What this task involves:
Print the data exactly. Omit the pictures.

Dataset:

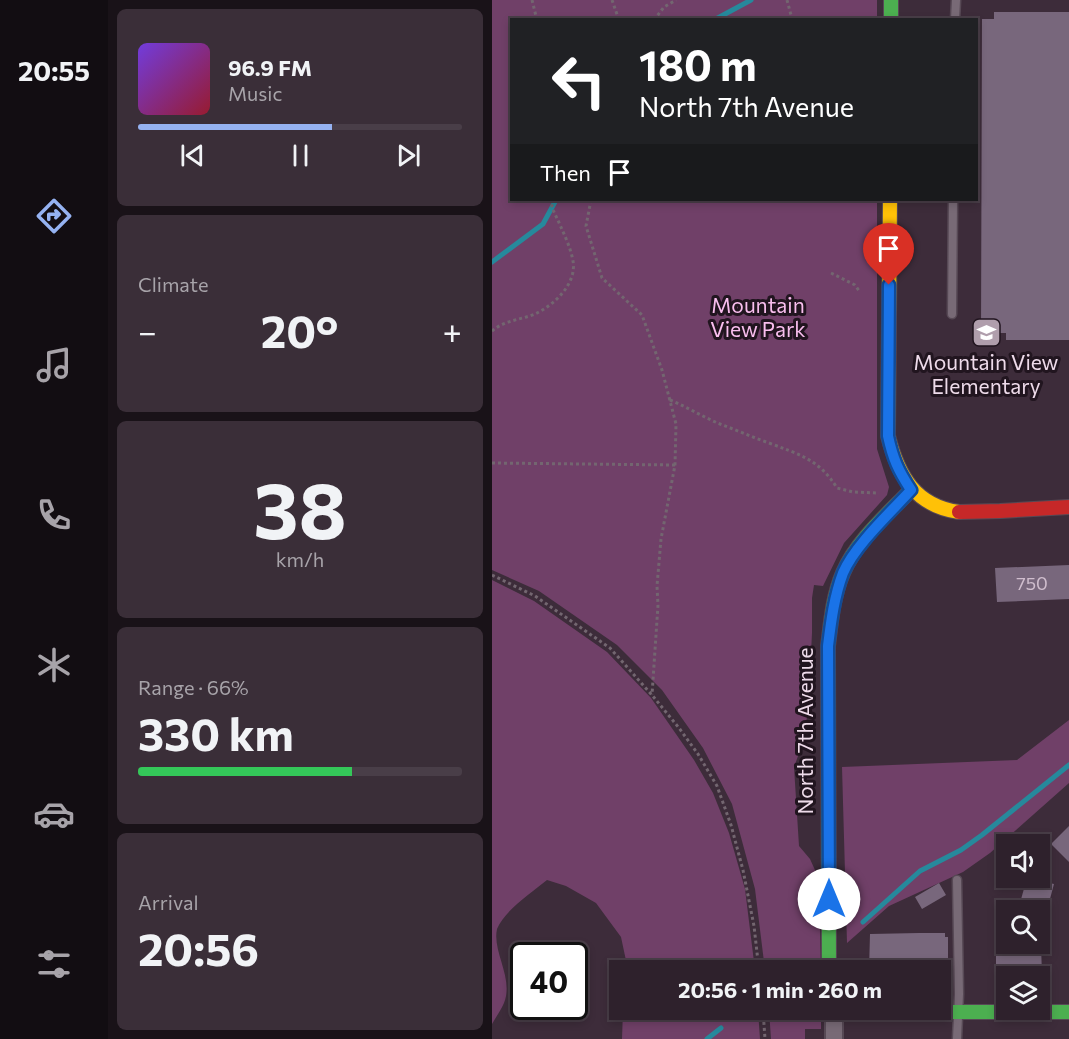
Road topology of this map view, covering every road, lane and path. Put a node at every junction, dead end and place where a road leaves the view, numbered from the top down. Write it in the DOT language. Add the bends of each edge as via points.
graph roads {
  1 [pos="531,0"];
  2 [pos="612,0"];
  3 [pos="676,0"];
  4 [pos="787,0"];
  5 [pos="891,0"];
  6 [pos="956,0"];
  7 [pos="792,15"];
  8 [pos="536,18"];
  9 [pos="618,18"];
  10 [pos="656,18"];
  11 [pos="891,18"];
  12 [pos="955,18"];
  13 [pos="551,201"];
  14 [pos="591,201"];
  15 [pos="890,201"];
  16 [pos="953,201"];
  17 [pos="831,273"];
  18 [pos="860,292"];
  19 [pos="952,314"];
  20 [pos="492,331"];
  21 [pos="669,400"];
  22 [pos="492,463"];
  23 [pos="675,465"];
  24 [pos="911,490"];
  25 [pos="882,493"];
  26 [pos="1069,507"];
  27 [pos="492,575"];
  28 [pos="652,695"];
  29 [pos="957,880"];
  30 [pos="758,960"];
  31 [pos="829,960"];
  32 [pos="951,1012"];
  33 [pos="958,1012"];
  34 [pos="1069,1012"];
  35 [pos="764,1020"];
  36 [pos="834,1020"];
  37 [pos="765,1039"];
  38 [pos="834,1039"];
  39 [pos="957,1039"];
  1 -- 8 [label="path"];
  2 -- 9 [label="path"];
  3 -- 10 [label="path"];
  4 -- 7 [label="path"];
  5 -- 11 [label="street"];
  6 -- 12 [label="lane"];
  13 -- 20 [label="path" via="574,270 565,291 533,314"];
  14 -- 21 [label="path" via="586,226 602,278 642,315"];
  15 -- 24 [label="street" via="888,436 892,456"];
  16 -- 19 [label="lane"];
  17 -- 18 [label="path" via="855,285"];
  21 -- 23 [label="path" via="675,424"];
  21 -- 25 [label="path" via="798,453 819,466 837,488"];
  22 -- 23 [label="path"];
  23 -- 28 [label="path" via="661,539"];
  24 -- 26 [label="street" via="950,511"];
  24 -- 31 [label="street, North 7th Avenue" via="856,550 843,573 833,606 828,646"];
  27 -- 28 [label="path" via="535,596 610,648"];
  28 -- 30 [label="path" via="698,754 717,786 743,870"];
  29 -- 33 [label="lane"];
  32 -- 33 [label="street"];
  33 -- 34 [label="street"];
  33 -- 39 [label="lane"];
  35 -- 37 [label="path"];
  36 -- 38 [label="street"];
}
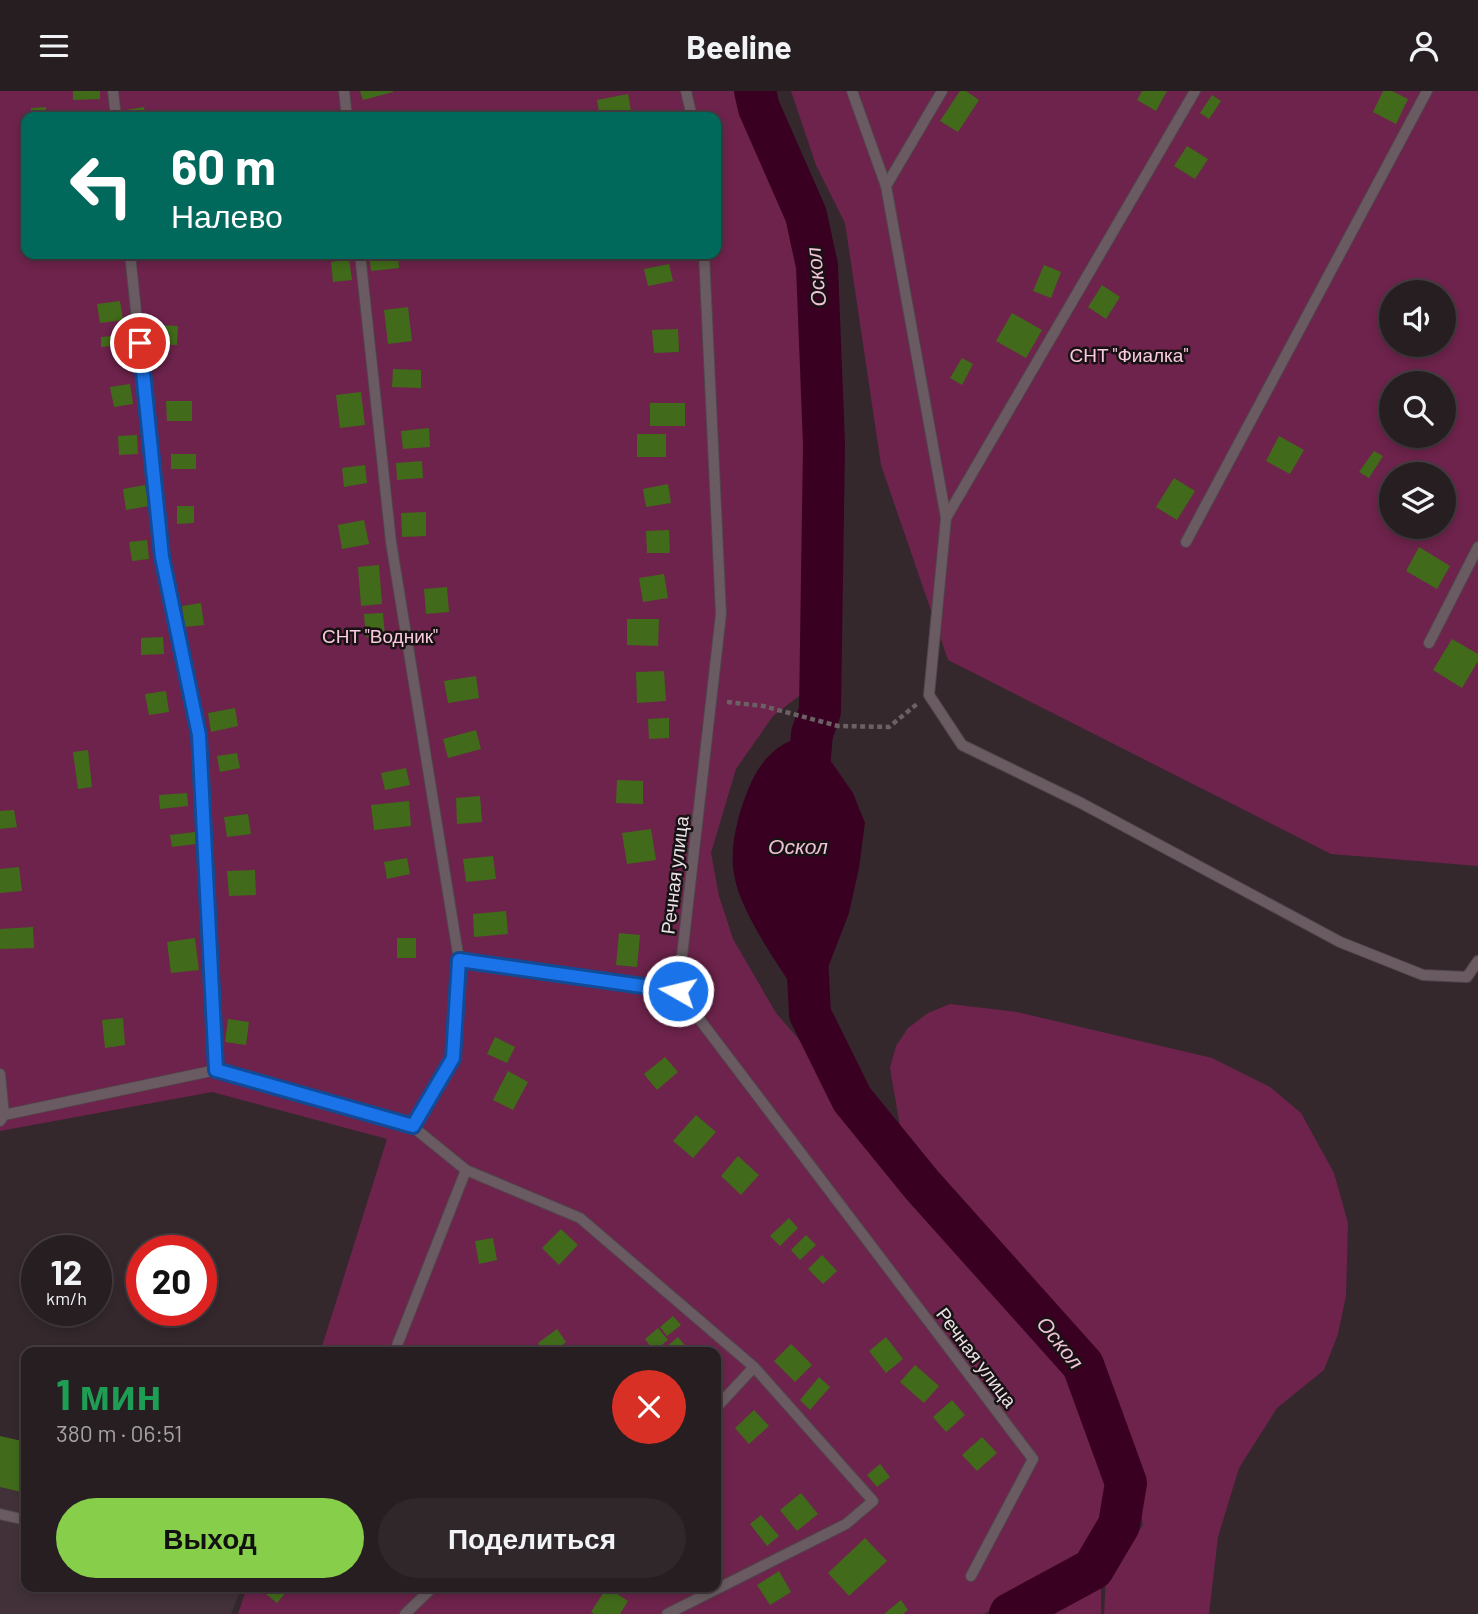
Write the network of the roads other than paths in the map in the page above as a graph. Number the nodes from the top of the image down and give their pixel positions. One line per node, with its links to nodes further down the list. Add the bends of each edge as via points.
1 (113, 91): 8 (lane)
2 (344, 91): 9 (lane)
3 (686, 91): 10 (lane)
4 (852, 91): 11 (lane)
5 (942, 91): 11 (lane)
6 (1195, 91): 15 (lane)
7 (1427, 91): 16 (lane)
8 (115, 112)
9 (346, 112)
10 (691, 112)
11 (886, 186): 15 (lane)
12 (131, 259): 22 (lane, via 162,557 199,735)
13 (361, 259): 19 (lane, via 391,542)
14 (704, 259): 21 (lane, Речная улица, via 721,614)
15 (946, 518): 20 (lane, via 929,695 962,745 1081,803 1340,942 1423,975 1466,977)
16 (1186, 542)
17 (1478, 547): 18 (lane)
18 (1429, 643)
19 (459, 960): 21 (lane); 25 (lane, via 453,1058)
20 (1478, 961)
21 (678, 991): 32 (lane, Речная улица, via 1033,1459)
22 (216, 1070): 24 (lane); 25 (lane)
23 (0, 1075): 24 (lane)
24 (1, 1118)
25 (413, 1126): 26 (lane)
26 (466, 1170): 27 (lane); 28 (lane, via 580,1218)
27 (396, 1347)
28 (754, 1367): 29 (lane); 33 (lane, via 873,1501 846,1524)
29 (721, 1403)
30 (0, 1514): 31 (lane)
31 (21, 1519)
32 (971, 1576)
33 (721, 1587)
34 (428, 1592): 36 (lane)
35 (711, 1592): 37 (lane)
36 (405, 1614)
37 (667, 1614)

Answer space:
Road topology of this map view, covering every road, lane and path. Put a node at every junction, dead end and place where a road leaves the view, numbered from the top down. Write it in the DOT language. Add the bends of each edge as via points.
graph roads {
  1 [pos="531,0"];
  2 [pos="612,0"];
  3 [pos="676,0"];
  4 [pos="787,0"];
  5 [pos="891,0"];
  6 [pos="956,0"];
  7 [pos="792,15"];
  8 [pos="536,18"];
  9 [pos="618,18"];
  10 [pos="656,18"];
  11 [pos="891,18"];
  12 [pos="955,18"];
  13 [pos="551,201"];
  14 [pos="591,201"];
  15 [pos="890,201"];
  16 [pos="953,201"];
  17 [pos="831,273"];
  18 [pos="860,292"];
  19 [pos="952,314"];
  20 [pos="492,331"];
  21 [pos="669,400"];
  22 [pos="492,463"];
  23 [pos="675,465"];
  24 [pos="911,490"];
  25 [pos="882,493"];
  26 [pos="1069,507"];
  27 [pos="492,575"];
  28 [pos="652,695"];
  29 [pos="957,880"];
  30 [pos="758,960"];
  31 [pos="829,960"];
  32 [pos="951,1012"];
  33 [pos="958,1012"];
  34 [pos="1069,1012"];
  35 [pos="764,1020"];
  36 [pos="834,1020"];
  37 [pos="765,1039"];
  38 [pos="834,1039"];
  39 [pos="957,1039"];
  1 -- 8 [label="path"];
  2 -- 9 [label="path"];
  3 -- 10 [label="path"];
  4 -- 7 [label="path"];
  5 -- 11 [label="street"];
  6 -- 12 [label="lane"];
  13 -- 20 [label="path" via="574,270 565,291 533,314"];
  14 -- 21 [label="path" via="586,226 602,278 642,315"];
  15 -- 24 [label="street" via="888,436 892,456"];
  16 -- 19 [label="lane"];
  17 -- 18 [label="path" via="855,285"];
  21 -- 23 [label="path" via="675,424"];
  21 -- 25 [label="path" via="798,453 819,466 837,488"];
  22 -- 23 [label="path"];
  23 -- 28 [label="path" via="661,539"];
  24 -- 26 [label="street" via="950,511"];
  24 -- 31 [label="street, North 7th Avenue" via="856,550 843,573 833,606 828,646"];
  27 -- 28 [label="path" via="535,596 610,648"];
  28 -- 30 [label="path" via="698,754 717,786 743,870"];
  29 -- 33 [label="lane"];
  32 -- 33 [label="street"];
  33 -- 34 [label="street"];
  33 -- 39 [label="lane"];
  35 -- 37 [label="path"];
  36 -- 38 [label="street"];
}
Write the network of the roads other than paths in the map in the page above as a graph. Number the nodes from the top of the image down and give their pixel positions. One line per node, with its links to nodes further down the list. Add the bends of each edge as via points.
1 (113, 91): 8 (lane)
2 (344, 91): 9 (lane)
3 (686, 91): 10 (lane)
4 (852, 91): 11 (lane)
5 (942, 91): 11 (lane)
6 (1195, 91): 15 (lane)
7 (1427, 91): 16 (lane)
8 (115, 112)
9 (346, 112)
10 (691, 112)
11 (886, 186): 15 (lane)
12 (131, 259): 22 (lane, via 162,557 199,735)
13 (361, 259): 19 (lane, via 391,542)
14 (704, 259): 21 (lane, Речная улица, via 721,614)
15 (946, 518): 20 (lane, via 929,695 962,745 1081,803 1340,942 1423,975 1466,977)
16 (1186, 542)
17 (1478, 547): 18 (lane)
18 (1429, 643)
19 (459, 960): 21 (lane); 25 (lane, via 453,1058)
20 (1478, 961)
21 (678, 991): 32 (lane, Речная улица, via 1033,1459)
22 (216, 1070): 24 (lane); 25 (lane)
23 (0, 1075): 24 (lane)
24 (1, 1118)
25 (413, 1126): 26 (lane)
26 (466, 1170): 27 (lane); 28 (lane, via 580,1218)
27 (396, 1347)
28 (754, 1367): 29 (lane); 33 (lane, via 873,1501 846,1524)
29 (721, 1403)
30 (0, 1514): 31 (lane)
31 (21, 1519)
32 (971, 1576)
33 (721, 1587)
34 (428, 1592): 36 (lane)
35 (711, 1592): 37 (lane)
36 (405, 1614)
37 (667, 1614)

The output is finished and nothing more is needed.